[[ Entries provided, beginning ]]

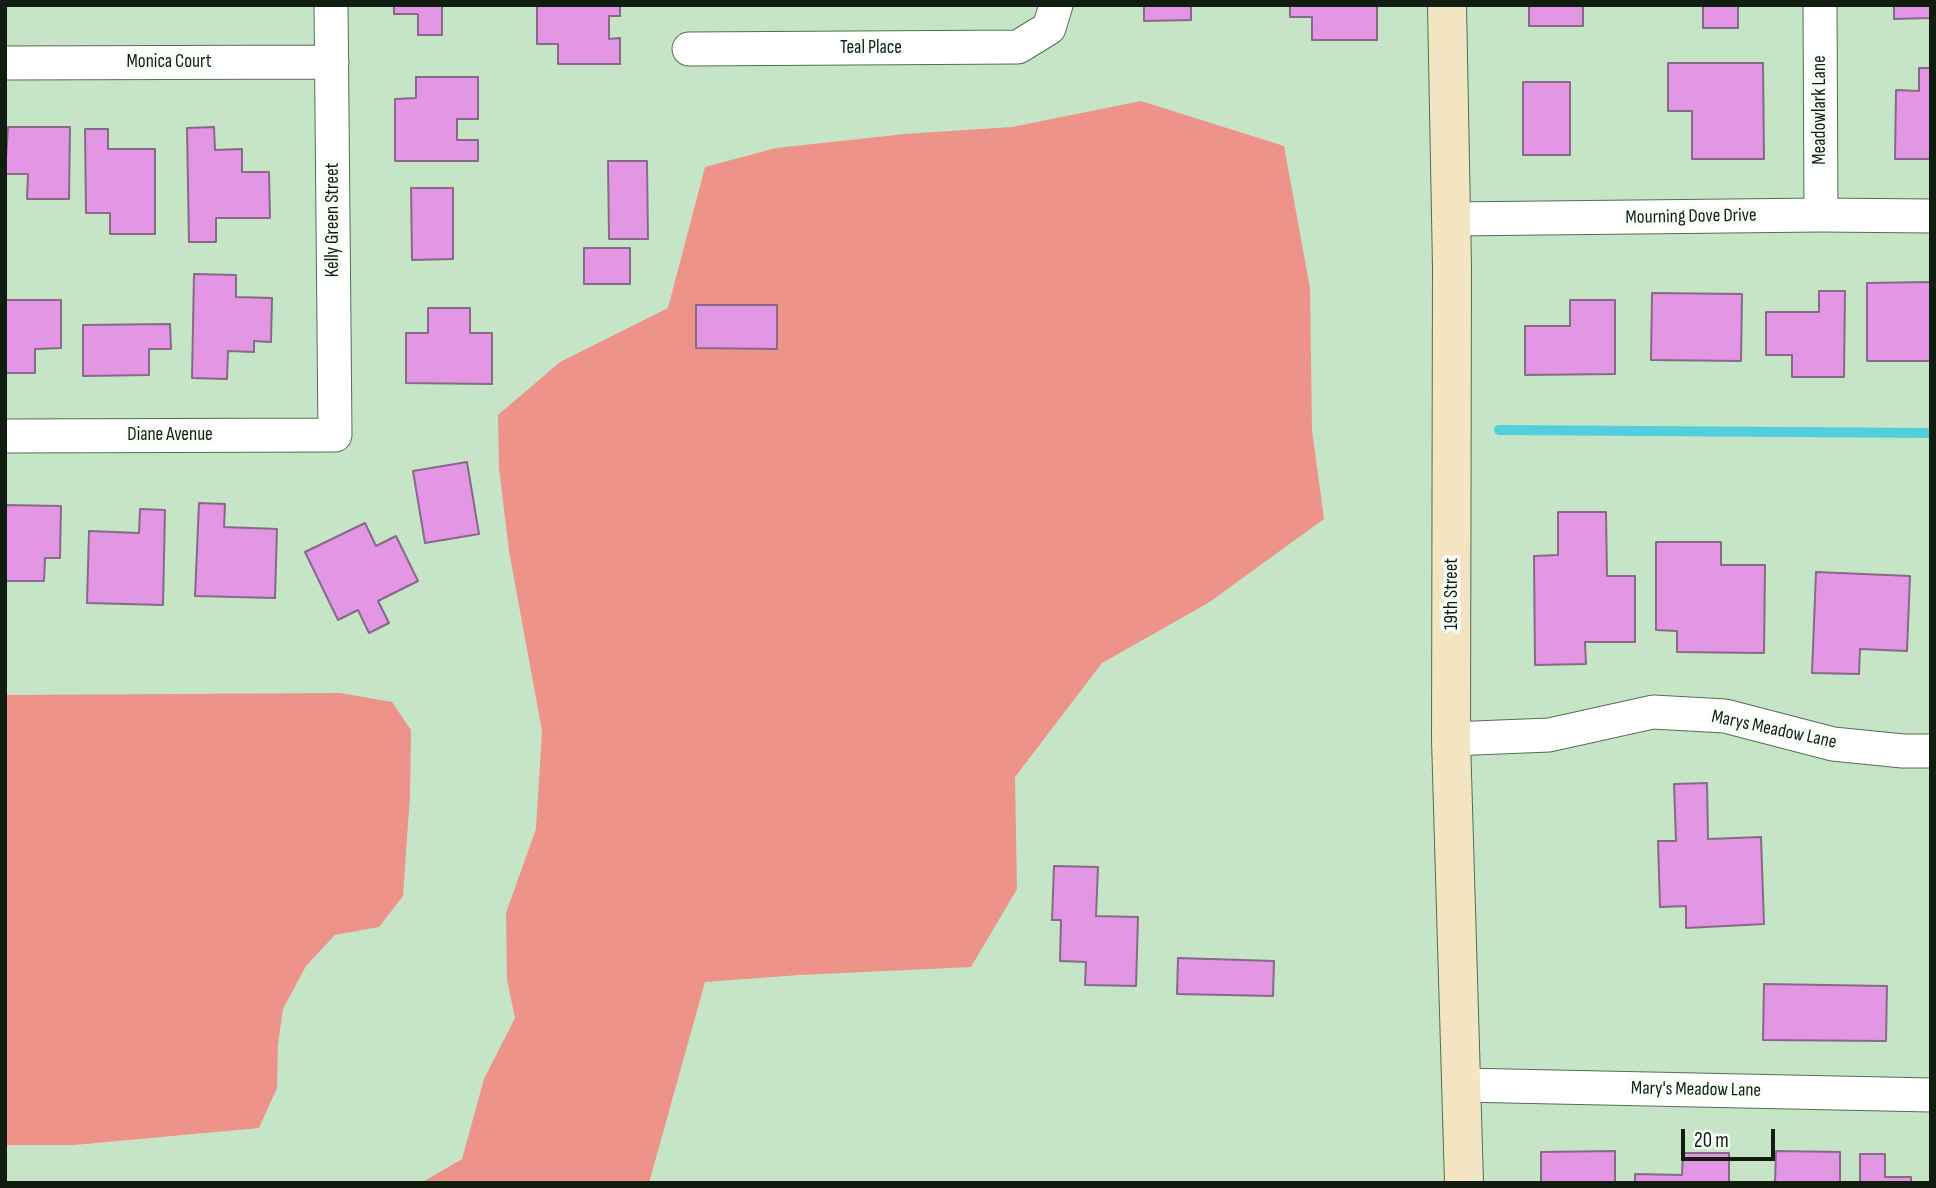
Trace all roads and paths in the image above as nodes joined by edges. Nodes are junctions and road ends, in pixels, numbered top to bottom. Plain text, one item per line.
1 (331, 5) edge
2 (1447, 5) edge
3 (1820, 5) edge
4 (1053, 17) edge
5 (689, 49) dead end
6 (332, 62) junction
7 (5, 63) edge
8 (1821, 215) junction
9 (1931, 216) edge
10 (1451, 219) junction
11 (335, 435) joint
12 (5, 436) edge
13 (1451, 739) junction
14 (1931, 751) edge
15 (1461, 1085) junction
16 (1931, 1095) edge
17 (1464, 1183) edge

1 - 6 street, Kelly Green Street
2 - 10 street, 19th Street
3 - 8 street, Meadowlark Lane
4 - 5 street, Teal Place
6 - 7 street, Monica Court
6 - 11 street, Kelly Green Street
8 - 9 street, Mourning Dove Drive
8 - 10 street, Mourning Dove Drive
10 - 13 street, 19th Street
11 - 12 street, Diane Avenue
13 - 14 street, Marys Meadow Lane
13 - 15 street, 19th Street
15 - 16 street, Mary's Meadow Lane
15 - 17 street, 19th Street

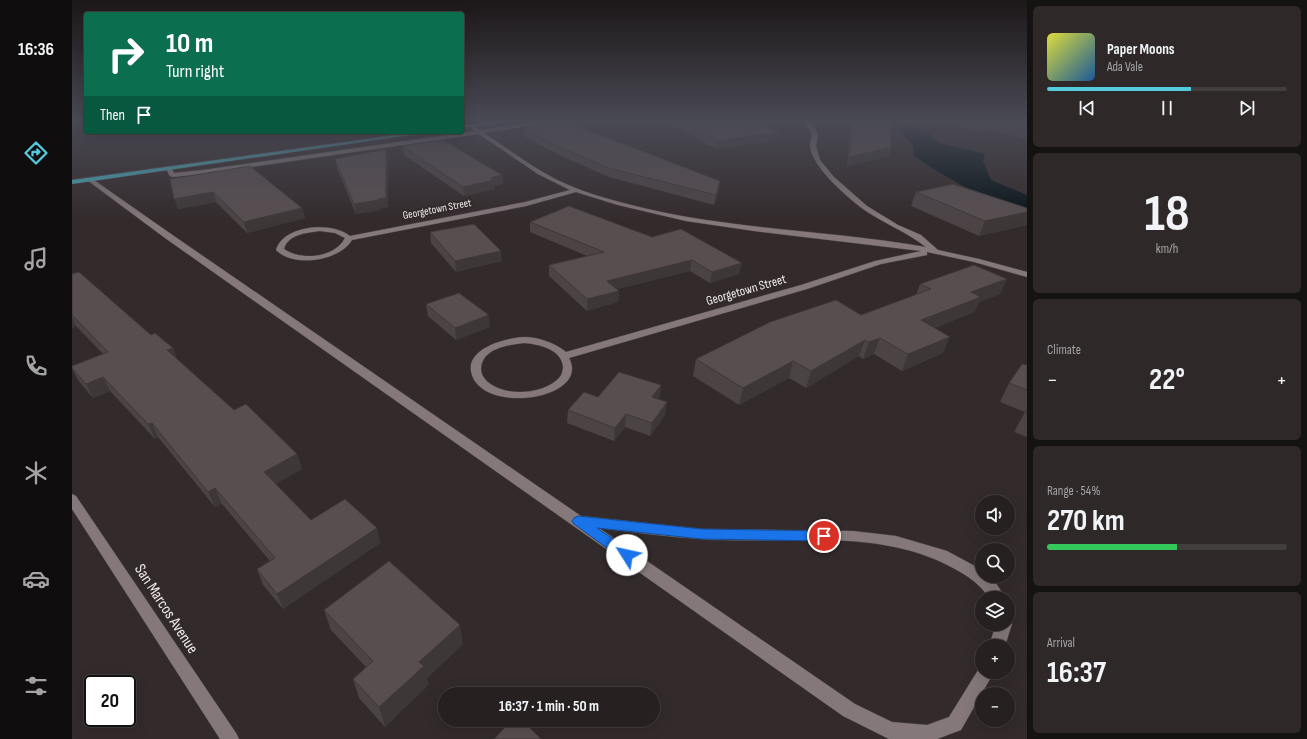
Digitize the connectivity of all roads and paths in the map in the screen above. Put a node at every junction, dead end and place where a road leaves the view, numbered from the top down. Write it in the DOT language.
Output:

[[ Entries provided, end ]]

_Exercise directions:_
Each entry, word for word, belongs in your answer; each picture does not.

_Reply to the exercise:_
Trace all roads and paths in the image above as nodes joined by edges. Nodes are junctions and road ends, in pixels, numbered top to bottom. Plain text, one item per line.
1 (331, 5) edge
2 (1447, 5) edge
3 (1820, 5) edge
4 (1053, 17) edge
5 (689, 49) dead end
6 (332, 62) junction
7 (5, 63) edge
8 (1821, 215) junction
9 (1931, 216) edge
10 (1451, 219) junction
11 (335, 435) joint
12 (5, 436) edge
13 (1451, 739) junction
14 (1931, 751) edge
15 (1461, 1085) junction
16 (1931, 1095) edge
17 (1464, 1183) edge

1 - 6 street, Kelly Green Street
2 - 10 street, 19th Street
3 - 8 street, Meadowlark Lane
4 - 5 street, Teal Place
6 - 7 street, Monica Court
6 - 11 street, Kelly Green Street
8 - 9 street, Mourning Dove Drive
8 - 10 street, Mourning Dove Drive
10 - 13 street, 19th Street
11 - 12 street, Diane Avenue
13 - 14 street, Marys Meadow Lane
13 - 15 street, 19th Street
15 - 16 street, Mary's Meadow Lane
15 - 17 street, 19th Street

Digitize the connectivity of all roads and paths in the map in the screen above. Put a node at every junction, dead end and place where a road leaves the view, numbered from the top down. Write it in the DOT language.
Output:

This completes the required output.